Below is the lone interview with Amir after the bust out. The audio is horrible at first, but improves about 45 seconds in. For those of you living in Western Mass, finding a video or audio interview with the man sometimes know as Player X is as common as sighting a fisher cat. In the next post, I’ll discuss the decision I faced once I arrived in Vegas – whether to be more friend/supporter or writer/press (with privileged access to a press-averse subject) and why it would’ve been hard to do both – I chose “friend” and my experience was so much the better for it.
During this interview, I was standing off to the side with others on the Fear Amir squad. What struck and impressed me about Amir then, and more so when we went celebrated Tuesday night and at brunch the next day, and what seemed to baffle, even annoy the interviewer, is that Amir was, just a few minutes after busting, genuinely happy, both with his performance and his results. Notice the interviewer’s repeated insistence on the GLORY and the DISAPPOINTMENT and Amir’s on “maximizing my expectation” and “playing poker.

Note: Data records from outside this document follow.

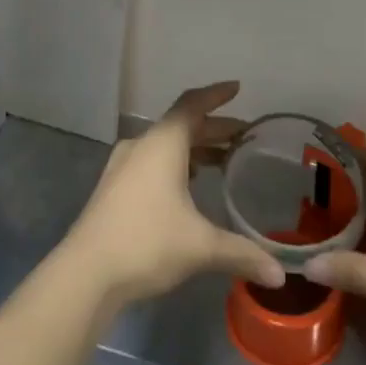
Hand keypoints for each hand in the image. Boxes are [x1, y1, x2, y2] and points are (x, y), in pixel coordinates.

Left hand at [62, 82, 284, 309]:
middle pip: (181, 126)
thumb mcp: (201, 247)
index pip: (192, 105)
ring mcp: (123, 167)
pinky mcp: (113, 188)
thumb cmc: (146, 244)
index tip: (237, 88)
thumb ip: (242, 253)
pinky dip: (176, 164)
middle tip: (244, 135)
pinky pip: (151, 162)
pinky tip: (189, 186)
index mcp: (162, 144)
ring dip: (194, 148)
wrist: (85, 274)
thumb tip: (280, 276)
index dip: (216, 95)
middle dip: (214, 128)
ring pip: (165, 145)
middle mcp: (141, 146)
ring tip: (223, 160)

Here are a few quotes that represent Amir and why he’s a lesson in how to succeed in poker, and from what I’ve learned, in life:
On how he feels: “[I’m] feeling very happy, fortunate to get to this spot in the first place.”
On disappointment, and being under the bright lights: “I love playing poker, so it was fun.”
In response to one of the questions about his aversion to stardom: “The spotlight wasn’t the goal, the goal was to maximize my expectation.”
The interviewer (I think it was Andrew Feldman, sounded like him, asked precidely the idiotic questions he’d ask), like the rest of the poker press, is utterly obsessed with that “spotlight,” just couldn’t understand Amir’s satisfaction, any more than they could understand how David Benefield (who, like everyone else but Amir, stood at the WSOP podium in the theater lobby to be interviewed) could possibly want to leave a super-high-stakes poker career to go back to college to study something as useless/zany as Political Theory and Chinese – you know, instead of stuff you’re supposed to go to college for, like hotel management, business, or, just maybe, law – of the corporate, of course or, for extreme bohemian types, maybe entertainment variety.
Money, fame – fame, money: these are the only concerns of the poker establishment – it is gambling, and Vegas after all. It’s an odd place, but also an essential one, for a reserved former engineer and chess player who really likes, makes his living at, and happens to be one of the best in the world at playing poker.
Kara Scott is a smoke show. Just saying.